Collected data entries
=-=-=

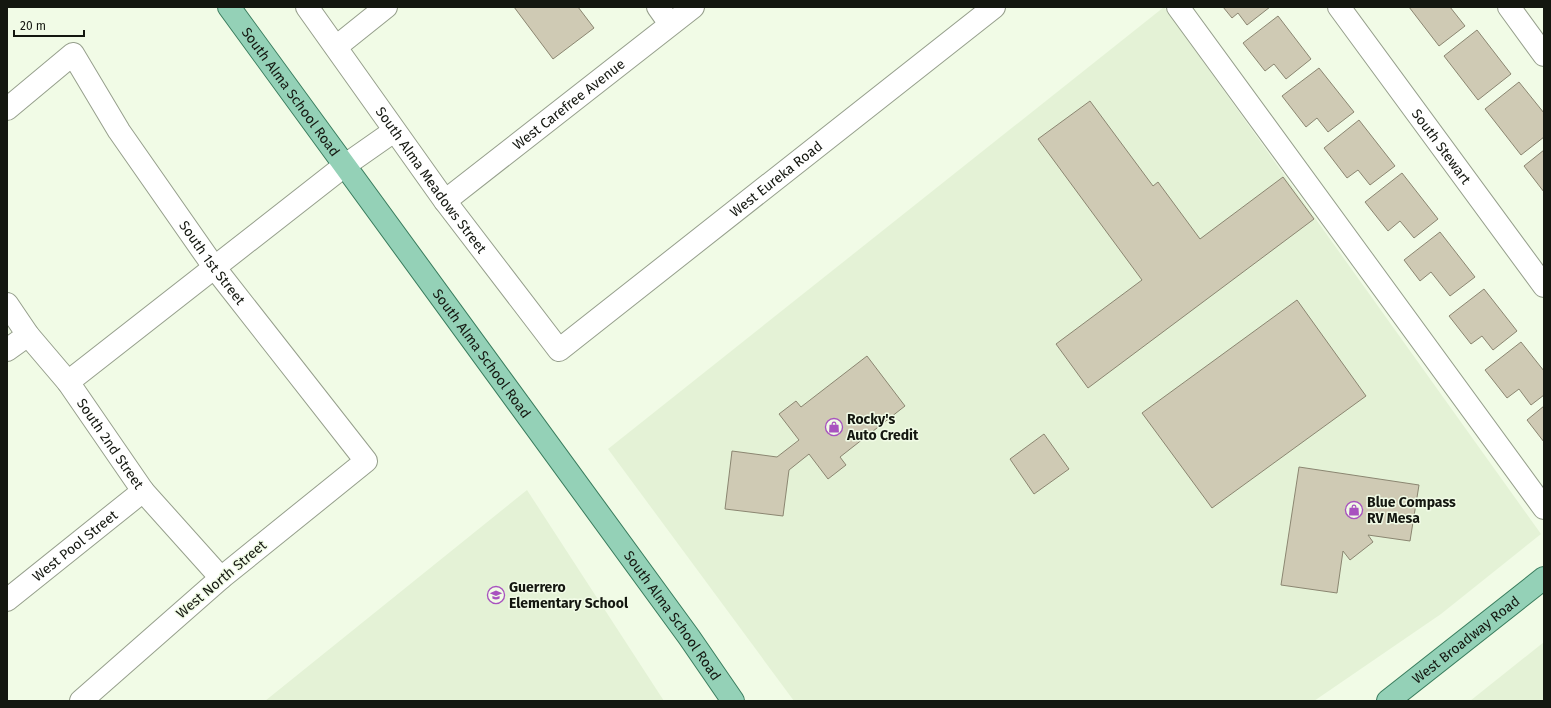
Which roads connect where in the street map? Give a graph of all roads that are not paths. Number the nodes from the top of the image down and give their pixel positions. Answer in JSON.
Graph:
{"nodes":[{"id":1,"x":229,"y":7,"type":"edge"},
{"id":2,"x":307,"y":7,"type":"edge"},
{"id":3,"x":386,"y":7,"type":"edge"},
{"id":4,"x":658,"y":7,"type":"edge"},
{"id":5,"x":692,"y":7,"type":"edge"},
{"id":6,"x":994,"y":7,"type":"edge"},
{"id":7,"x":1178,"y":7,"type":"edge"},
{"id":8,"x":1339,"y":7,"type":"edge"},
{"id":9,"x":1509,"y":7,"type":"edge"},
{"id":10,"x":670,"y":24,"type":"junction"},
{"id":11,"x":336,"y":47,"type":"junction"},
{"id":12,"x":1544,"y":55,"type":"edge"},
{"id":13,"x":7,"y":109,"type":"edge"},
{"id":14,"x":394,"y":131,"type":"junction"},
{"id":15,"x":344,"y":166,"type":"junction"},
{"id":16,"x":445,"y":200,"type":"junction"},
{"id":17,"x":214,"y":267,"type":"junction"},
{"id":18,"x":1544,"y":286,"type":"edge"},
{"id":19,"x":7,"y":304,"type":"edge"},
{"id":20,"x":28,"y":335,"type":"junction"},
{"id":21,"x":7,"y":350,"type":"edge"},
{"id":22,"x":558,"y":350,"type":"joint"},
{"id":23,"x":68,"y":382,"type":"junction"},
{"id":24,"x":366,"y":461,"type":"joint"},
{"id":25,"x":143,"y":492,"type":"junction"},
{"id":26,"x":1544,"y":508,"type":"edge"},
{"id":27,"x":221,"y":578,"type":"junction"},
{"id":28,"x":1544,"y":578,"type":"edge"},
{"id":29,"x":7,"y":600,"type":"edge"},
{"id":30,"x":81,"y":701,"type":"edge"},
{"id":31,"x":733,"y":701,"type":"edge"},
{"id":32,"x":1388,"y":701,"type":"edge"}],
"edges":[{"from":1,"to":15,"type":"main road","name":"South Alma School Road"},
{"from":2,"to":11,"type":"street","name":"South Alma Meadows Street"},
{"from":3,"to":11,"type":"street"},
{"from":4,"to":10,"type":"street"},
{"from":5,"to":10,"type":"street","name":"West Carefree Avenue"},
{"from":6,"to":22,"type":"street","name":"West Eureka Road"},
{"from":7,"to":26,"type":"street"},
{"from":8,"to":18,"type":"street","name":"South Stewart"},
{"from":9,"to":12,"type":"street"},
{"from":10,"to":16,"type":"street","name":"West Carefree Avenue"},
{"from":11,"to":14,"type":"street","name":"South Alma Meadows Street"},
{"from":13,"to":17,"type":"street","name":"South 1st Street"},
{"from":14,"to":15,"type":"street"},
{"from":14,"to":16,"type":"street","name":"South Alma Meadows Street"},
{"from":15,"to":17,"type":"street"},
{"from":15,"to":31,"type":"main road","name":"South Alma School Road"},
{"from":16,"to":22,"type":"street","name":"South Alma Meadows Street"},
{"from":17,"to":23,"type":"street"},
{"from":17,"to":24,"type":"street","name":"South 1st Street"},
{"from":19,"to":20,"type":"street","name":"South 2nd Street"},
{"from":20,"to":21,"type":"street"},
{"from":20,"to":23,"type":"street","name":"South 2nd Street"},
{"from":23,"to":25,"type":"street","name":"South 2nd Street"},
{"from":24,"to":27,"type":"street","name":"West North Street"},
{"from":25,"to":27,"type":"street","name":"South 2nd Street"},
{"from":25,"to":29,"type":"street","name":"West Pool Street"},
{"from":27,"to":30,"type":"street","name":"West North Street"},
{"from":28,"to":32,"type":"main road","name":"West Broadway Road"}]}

=-=-=

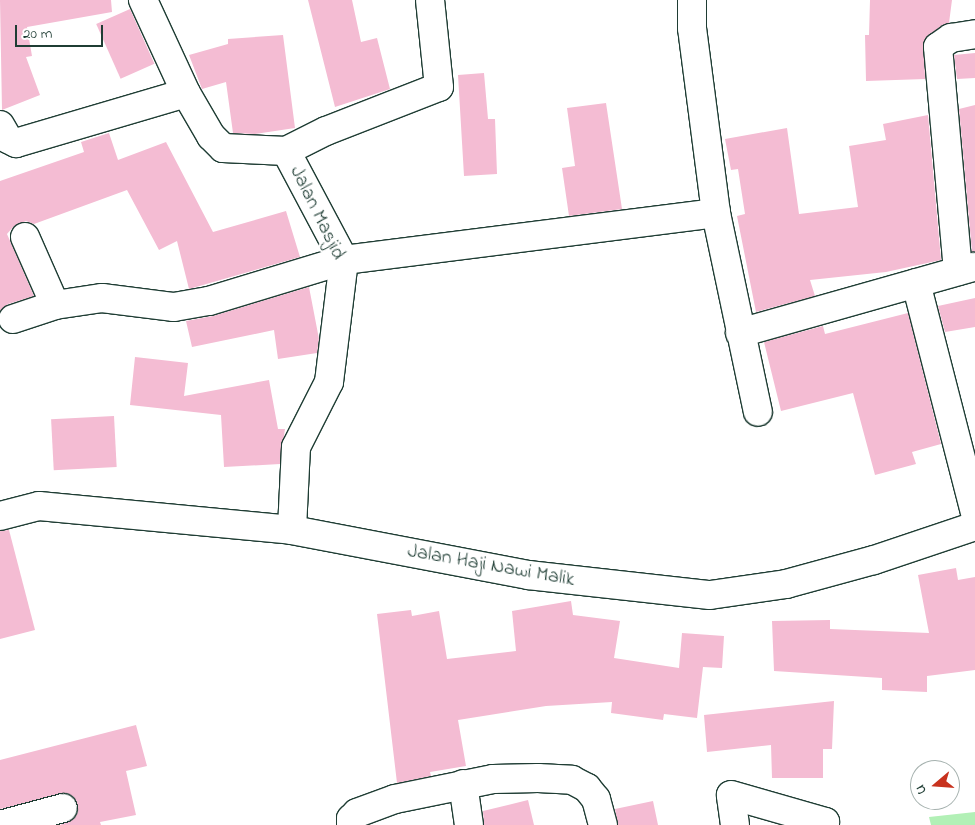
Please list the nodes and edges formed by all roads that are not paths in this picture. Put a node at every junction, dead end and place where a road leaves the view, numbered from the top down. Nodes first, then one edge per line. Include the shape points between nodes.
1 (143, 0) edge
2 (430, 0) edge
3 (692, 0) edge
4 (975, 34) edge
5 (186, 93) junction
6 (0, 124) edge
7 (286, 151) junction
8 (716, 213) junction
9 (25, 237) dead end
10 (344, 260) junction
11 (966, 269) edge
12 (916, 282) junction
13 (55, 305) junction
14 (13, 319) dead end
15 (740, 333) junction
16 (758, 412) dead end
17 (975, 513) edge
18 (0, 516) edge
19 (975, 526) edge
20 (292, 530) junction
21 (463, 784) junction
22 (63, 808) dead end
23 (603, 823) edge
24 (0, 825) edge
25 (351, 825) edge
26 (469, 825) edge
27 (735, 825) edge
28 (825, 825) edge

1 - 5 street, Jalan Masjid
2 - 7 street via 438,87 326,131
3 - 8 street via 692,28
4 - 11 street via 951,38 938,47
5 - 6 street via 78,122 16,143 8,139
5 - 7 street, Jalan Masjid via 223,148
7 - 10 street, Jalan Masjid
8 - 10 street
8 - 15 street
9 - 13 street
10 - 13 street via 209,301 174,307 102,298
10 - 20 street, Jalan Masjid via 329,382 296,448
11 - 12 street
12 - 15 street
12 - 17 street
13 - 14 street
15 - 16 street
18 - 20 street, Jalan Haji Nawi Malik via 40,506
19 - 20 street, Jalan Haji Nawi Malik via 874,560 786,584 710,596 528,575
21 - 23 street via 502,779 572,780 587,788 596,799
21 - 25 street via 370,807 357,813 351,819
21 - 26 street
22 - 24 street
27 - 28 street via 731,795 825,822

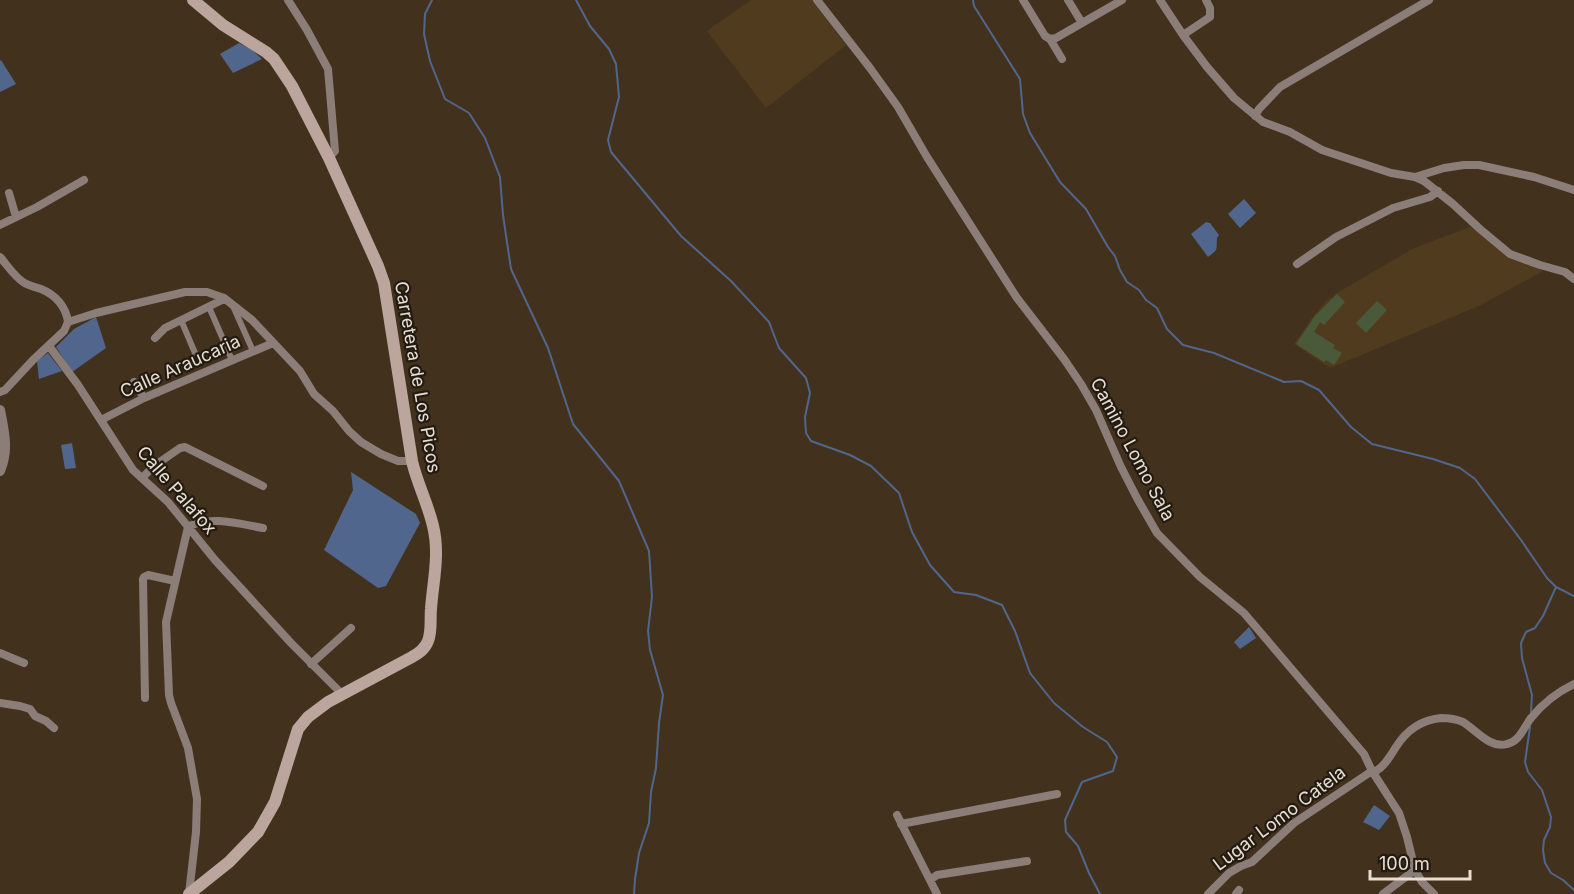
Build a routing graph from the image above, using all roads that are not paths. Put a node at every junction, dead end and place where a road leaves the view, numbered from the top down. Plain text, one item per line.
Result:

=-=-=

▶ **WHAT TO PRODUCE**: Report the total of lines above containing the string "image", and write nothing besides it.

▶ **RESULT OF THE EXERCISE**: 2